- [EXERCISE AIM]:
The answer must consist of every line in the records below that contains the string "John".

(Collected data)
========

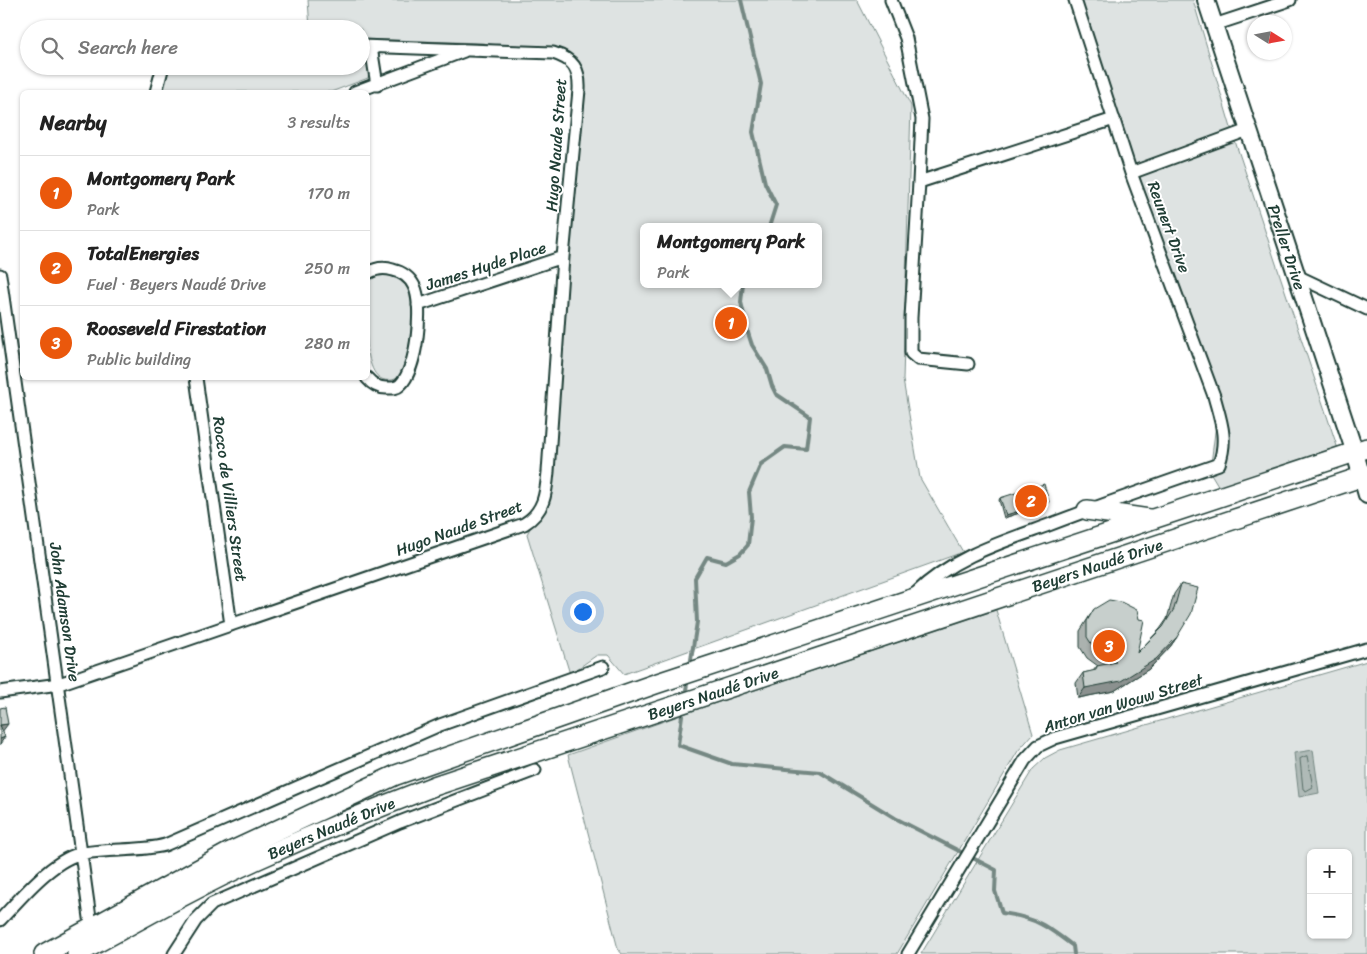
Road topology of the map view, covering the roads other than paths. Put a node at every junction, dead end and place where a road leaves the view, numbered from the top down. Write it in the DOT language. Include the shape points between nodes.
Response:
graph roads {
  1 [pos="891,0"];
  2 [pos="1075,0"];
  3 [pos="1206,0"];
  4 [pos="1290,0"];
  5 [pos="1214,25"];
  6 [pos="370,47"];
  7 [pos="468,50"];
  8 [pos="370,61"];
  9 [pos="161,75"];
  10 [pos="377,85"];
  11 [pos="157,90"];
  12 [pos="361,90"];
  13 [pos="1114,119"];
  14 [pos="1248,130"];
  15 [pos="1131,173"];
  16 [pos="919,182"];
  17 [pos="564,257"];
  18 [pos="370,272"];
  19 [pos="0,275"];
  20 [pos="1297,276"];
  21 [pos="418,305"];
  22 [pos="1367,309"];
  23 [pos="968,364"];
  24 [pos="196,380"];
  25 [pos="369,380"];
  26 [pos="1361,451"];
  27 [pos="1218,464"];
  28 [pos="1365,482"];
  29 [pos="1087,510"];
  30 [pos="1153,520"];
  31 [pos="1079,544"];
  32 [pos="1088,570"];
  33 [pos="988,574"];
  34 [pos="910,600"];
  35 [pos="997,600"];
  36 [pos="231,624"];
  37 [pos="1367,649"];
  38 [pos="604,667"];
  39 [pos="58,684"];
  40 [pos="0,692"];
  41 [pos="536,770"];
  42 [pos="83,853"];
  43 [pos="0,920"];
  44 [pos="94,942"];
  45 [pos="44,954"];
  46 [pos="77,954"];
  47 [pos="174,954"];
  48 [pos="908,954"];
  1 -- 16 [label="street" via="906,38 922,119"];
  2 -- 13 [label="street, Reunert Drive"];
  3 -- 5 [label="main road, Preller Drive"];
  4 -- 5 [label="street"];
  5 -- 14 [label="main road, Preller Drive"];
  6 -- 7 [label="street"];
  7 -- 10 [label="street"];
  7 -- 17 [label="street, Hugo Naude Street" via="533,50 553,53 575,64 579,78"];
  8 -- 10 [label="street"];
  9 -- 11 [label="street"];
  10 -- 12 [label="street"];
  13 -- 15 [label="street, Reunert Drive"];
  13 -- 16 [label="street"];
  14 -- 15 [label="street"];
  14 -- 20 [label="main road, Preller Drive"];
  15 -- 27 [label="street, Reunert Drive" via="1214,396 1224,434 1224,448"];
  16 -- 23 [label="street" via="911,352 918,359"];
  17 -- 21 [label="street, James Hyde Place"];
  17 -- 36 [label="street, Hugo Naude Street" via="547,478 544,502 534,518"];
  18 -- 21 [label="street, James Hyde Place" via="389,268 404,274 415,287"];
  19 -- 39 [label="street, John Adamson Drive"];
  20 -- 22 [label="street"];
  20 -- 26 [label="main road, Preller Drive"];
  21 -- 25 [label="street, James Hyde Place" via="413,363 408,376 400,386 393,388 381,388"];
  24 -- 36 [label="street, Rocco de Villiers Street"];
  26 -- 28 [label="main road, Preller Drive"];
  26 -- 30 [label="main road, Beyers Naudé Drive"];
  27 -- 29 [label="street, Beyers Naudé Drive"];
  28 -- 32 [label="main road, Beyers Naudé Drive"];
  29 -- 30 [label="main road"];
  29 -- 34 [label="street, Beyers Naudé Drive" via="978,551 938,573"];
  30 -- 31 [label="main road, Beyers Naudé Drive"];
  31 -- 32 [label="main road"];
  31 -- 33 [label="main road, Beyers Naudé Drive"];
  32 -- 35 [label="main road, Beyers Naudé Drive"];
  33 -- 34 [label="main road, Beyers Naudé Drive"];
  33 -- 35 [label="main road"];
  34 -- 44 [label="main road, Beyers Naudé Drive" via="396,775 238,848"];
  35 -- 44 [label="main road, Beyers Naudé Drive" via="434,786 257,859"];
  36 -- 39 [label="street, Hugo Naude Street"];
  37 -- 48 [label="street, Anton van Wouw Street" via="1044,742 1025,760"];
  38 -- 42 [label="street" via="440,725 165,845 133,851"];
  39 -- 40 [label="street, Hugo Naude Street"];
  39 -- 42 [label="street, John Adamson Drive"];
  41 -- 47 [label="street, Beyers Naudé Drive" via="400,822 212,904 196,920"];
  42 -- 43 [label="street" via="71,857 44,876"];
  42 -- 44 [label="street, John Adamson Drive"];
  44 -- 45 [label="main road, Beyers Naudé Drive"];
  44 -- 46 [label="main road, Beyers Naudé Drive"];
}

========

- [TASK ANSWER]:
  19 -- 39 [label="street, John Adamson Drive"];
  39 -- 42 [label="street, John Adamson Drive"];
  42 -- 44 [label="street, John Adamson Drive"];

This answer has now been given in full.